Assumed-shape arrays are inherently slower than explicit-shape or
assumed-size arrays. Twenty-fold increases in the number of
instructions should be unusual, but such increases are by no means
impossible.
Passing explicit-shape or assumed-size array typically consists of
passing a pointer. An assumed-shape array requires passing the extent
and stride for each dimension of the array in addition to the pointer.
Explicit-shape and assumed-size arrays must be contiguous. Compilers
can exploit that requirement with optimizations such as flattening
loop nests and address calculations. Assumed-shape arrays are almost
always contiguous, but the compiler cannot rely on them being
contiguous.
Sincerely,
Bob Corbett
From: Richard Maine <maine@altair.dfrc.nasa.gov>
Newsgroups: comp.lang.fortran
Subject: Re: efficiency of explicit vs. assumed shape arrays
Date: 13 Jul 2000 07:41:46 -0700
"Lonnie Hamm" <hamm@okstate.edu> writes:
> When passing an array to a subroutine, are there any standard assumptions
> that can be made about how the array is passed. Is the address of the first
> element in the array passed or is the array copied in and out, maybe using
> temporary arrays. I suppose this may vary depending upon compiler and
> whether the array is assumed or explicit shaped.

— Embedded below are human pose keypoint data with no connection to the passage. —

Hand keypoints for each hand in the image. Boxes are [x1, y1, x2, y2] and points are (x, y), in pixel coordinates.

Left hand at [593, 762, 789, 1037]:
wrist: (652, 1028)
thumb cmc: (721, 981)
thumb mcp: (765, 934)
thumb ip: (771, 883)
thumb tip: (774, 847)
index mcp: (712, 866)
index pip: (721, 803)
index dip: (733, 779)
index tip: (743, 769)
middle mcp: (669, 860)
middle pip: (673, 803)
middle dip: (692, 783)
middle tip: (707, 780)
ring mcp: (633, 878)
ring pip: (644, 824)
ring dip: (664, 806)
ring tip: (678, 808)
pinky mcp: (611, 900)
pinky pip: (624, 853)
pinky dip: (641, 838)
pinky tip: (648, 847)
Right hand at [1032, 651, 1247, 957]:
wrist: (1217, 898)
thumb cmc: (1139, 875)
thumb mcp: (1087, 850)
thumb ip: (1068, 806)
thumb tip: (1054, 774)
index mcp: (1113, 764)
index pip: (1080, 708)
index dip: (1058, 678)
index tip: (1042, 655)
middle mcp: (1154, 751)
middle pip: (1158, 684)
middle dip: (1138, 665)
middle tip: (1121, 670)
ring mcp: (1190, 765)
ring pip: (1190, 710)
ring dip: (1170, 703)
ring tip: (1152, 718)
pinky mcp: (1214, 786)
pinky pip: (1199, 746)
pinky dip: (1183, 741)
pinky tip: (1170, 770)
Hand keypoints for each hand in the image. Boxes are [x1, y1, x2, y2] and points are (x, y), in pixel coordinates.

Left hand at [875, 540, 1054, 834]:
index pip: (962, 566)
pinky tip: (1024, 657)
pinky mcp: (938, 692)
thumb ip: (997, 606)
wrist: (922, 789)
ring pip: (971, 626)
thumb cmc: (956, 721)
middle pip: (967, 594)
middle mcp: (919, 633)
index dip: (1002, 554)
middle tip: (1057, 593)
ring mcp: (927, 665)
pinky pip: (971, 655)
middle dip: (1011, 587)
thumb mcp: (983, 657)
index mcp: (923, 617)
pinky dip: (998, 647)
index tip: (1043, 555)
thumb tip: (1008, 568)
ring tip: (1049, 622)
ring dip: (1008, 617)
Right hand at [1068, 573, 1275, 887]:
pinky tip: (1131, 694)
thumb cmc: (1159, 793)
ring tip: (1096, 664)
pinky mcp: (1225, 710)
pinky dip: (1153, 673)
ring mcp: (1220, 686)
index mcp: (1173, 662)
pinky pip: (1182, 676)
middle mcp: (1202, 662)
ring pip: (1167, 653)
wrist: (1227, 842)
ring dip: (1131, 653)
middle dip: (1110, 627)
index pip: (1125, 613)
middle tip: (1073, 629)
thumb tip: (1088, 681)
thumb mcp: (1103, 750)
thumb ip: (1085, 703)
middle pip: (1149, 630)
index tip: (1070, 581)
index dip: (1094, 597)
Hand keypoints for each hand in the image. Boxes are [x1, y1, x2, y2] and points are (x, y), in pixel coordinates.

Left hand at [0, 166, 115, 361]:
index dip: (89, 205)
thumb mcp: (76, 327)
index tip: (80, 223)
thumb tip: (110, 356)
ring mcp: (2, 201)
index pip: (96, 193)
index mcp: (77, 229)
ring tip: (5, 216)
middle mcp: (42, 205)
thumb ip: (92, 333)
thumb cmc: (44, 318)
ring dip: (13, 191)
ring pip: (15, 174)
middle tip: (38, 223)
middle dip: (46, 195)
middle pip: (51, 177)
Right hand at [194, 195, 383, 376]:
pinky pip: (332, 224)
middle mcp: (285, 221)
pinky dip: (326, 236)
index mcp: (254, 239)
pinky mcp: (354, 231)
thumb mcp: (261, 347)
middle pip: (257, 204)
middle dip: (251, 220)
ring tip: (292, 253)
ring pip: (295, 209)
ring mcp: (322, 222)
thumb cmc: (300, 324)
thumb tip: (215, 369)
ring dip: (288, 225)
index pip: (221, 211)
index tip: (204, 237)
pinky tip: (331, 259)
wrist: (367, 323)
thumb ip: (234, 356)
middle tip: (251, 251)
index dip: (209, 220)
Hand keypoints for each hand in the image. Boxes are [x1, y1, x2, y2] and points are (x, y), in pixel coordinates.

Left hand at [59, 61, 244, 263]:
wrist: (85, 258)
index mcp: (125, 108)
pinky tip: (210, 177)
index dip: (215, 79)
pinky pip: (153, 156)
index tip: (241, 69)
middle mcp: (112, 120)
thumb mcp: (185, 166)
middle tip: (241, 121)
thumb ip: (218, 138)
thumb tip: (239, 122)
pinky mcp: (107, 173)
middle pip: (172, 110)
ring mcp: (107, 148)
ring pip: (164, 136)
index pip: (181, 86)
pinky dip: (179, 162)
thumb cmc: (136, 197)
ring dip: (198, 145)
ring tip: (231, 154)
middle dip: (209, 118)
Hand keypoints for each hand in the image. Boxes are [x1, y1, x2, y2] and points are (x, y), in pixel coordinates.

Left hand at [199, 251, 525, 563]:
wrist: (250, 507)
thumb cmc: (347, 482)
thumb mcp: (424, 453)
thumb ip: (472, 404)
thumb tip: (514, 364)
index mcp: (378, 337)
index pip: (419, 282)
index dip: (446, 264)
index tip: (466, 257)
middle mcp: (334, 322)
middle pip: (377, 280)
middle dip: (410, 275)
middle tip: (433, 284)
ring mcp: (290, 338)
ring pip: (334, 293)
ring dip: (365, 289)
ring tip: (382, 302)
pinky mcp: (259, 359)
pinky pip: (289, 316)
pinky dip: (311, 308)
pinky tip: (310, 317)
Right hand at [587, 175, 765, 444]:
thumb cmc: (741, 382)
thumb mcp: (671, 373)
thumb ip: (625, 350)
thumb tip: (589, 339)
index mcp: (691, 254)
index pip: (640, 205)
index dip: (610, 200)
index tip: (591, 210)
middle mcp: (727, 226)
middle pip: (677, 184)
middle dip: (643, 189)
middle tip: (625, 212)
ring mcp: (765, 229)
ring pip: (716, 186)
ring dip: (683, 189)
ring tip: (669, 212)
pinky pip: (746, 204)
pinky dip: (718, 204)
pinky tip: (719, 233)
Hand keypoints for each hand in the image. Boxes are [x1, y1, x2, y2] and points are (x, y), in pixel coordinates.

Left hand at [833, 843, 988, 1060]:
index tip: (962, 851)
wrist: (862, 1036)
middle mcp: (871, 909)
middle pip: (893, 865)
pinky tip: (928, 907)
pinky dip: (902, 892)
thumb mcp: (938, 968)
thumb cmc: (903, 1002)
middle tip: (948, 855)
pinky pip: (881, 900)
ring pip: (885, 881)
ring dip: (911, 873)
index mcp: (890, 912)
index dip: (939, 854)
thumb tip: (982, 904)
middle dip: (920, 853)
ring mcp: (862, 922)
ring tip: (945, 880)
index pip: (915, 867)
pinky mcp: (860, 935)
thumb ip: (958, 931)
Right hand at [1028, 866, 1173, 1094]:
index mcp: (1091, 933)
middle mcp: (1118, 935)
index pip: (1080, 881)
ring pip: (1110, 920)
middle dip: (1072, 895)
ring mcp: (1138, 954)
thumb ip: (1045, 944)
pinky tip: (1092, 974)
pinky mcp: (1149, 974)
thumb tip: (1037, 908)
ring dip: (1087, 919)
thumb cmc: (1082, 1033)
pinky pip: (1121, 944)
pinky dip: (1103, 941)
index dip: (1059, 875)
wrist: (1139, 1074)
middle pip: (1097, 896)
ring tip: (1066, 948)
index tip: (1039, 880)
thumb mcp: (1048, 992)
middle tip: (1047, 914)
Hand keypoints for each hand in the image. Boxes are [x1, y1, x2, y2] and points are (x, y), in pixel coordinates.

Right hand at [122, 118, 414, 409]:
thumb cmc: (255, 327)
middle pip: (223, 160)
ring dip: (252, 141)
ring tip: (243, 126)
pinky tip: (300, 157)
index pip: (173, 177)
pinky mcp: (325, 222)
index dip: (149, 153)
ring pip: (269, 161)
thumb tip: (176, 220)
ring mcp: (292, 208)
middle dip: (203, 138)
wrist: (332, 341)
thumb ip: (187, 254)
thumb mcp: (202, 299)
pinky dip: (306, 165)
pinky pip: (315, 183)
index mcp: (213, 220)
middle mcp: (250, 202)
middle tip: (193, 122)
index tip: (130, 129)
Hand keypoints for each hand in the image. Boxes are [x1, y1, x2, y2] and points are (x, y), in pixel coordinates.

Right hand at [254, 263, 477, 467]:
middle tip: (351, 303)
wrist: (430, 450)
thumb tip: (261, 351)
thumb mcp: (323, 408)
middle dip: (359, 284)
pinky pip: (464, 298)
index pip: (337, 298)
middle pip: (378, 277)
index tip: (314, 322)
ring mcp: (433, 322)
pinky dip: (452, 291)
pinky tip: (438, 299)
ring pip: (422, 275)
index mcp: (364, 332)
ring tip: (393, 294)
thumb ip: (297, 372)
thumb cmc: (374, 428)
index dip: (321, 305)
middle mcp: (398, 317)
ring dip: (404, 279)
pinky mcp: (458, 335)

Tim Prince gave what I think to be a pretty good answer here.
Basically, yes, it may vary depending on several things. There are
some things that are common to most compilers, but these kinds of
things are not specified by the standard and do vary. It is not
safe to count on them.
One thing I'll add that Tim didn't say. Any program that can tell the
difference is not standard-conforming.....well, unless the program can
tell the difference by noticing the performance or something of that
sort. Performance can be majorly affected, and for this reason, you may
want to be aware of what to expect in certain situations. You code might
not care in terms of getting correct answers, but it might care a lot
in terms of getting decent performance.
The situation where you are most likely to encounter copy-in/copy-out
is when a non-contiguous actual argument (i.e. an array slice) is
passed to a dummy argument that is not assumed shape. For assumed shape
dummies, an explicit interface is needed, and this typically includes
(behind your back) the stride information necessary to properly access
the elements of the slice. If the dummy is not assumed shape, then
the subroutine might not, in general, be able to deal with non-contiguous
arrays (indeed, it might have been compiled with an f77 compiler - some
of the funny criteria in this area are to make sure that it is possible
to call f77-compiled subroutines with an f90-compiled main). In this case,
the calling routine is likely to make a contiguous copy.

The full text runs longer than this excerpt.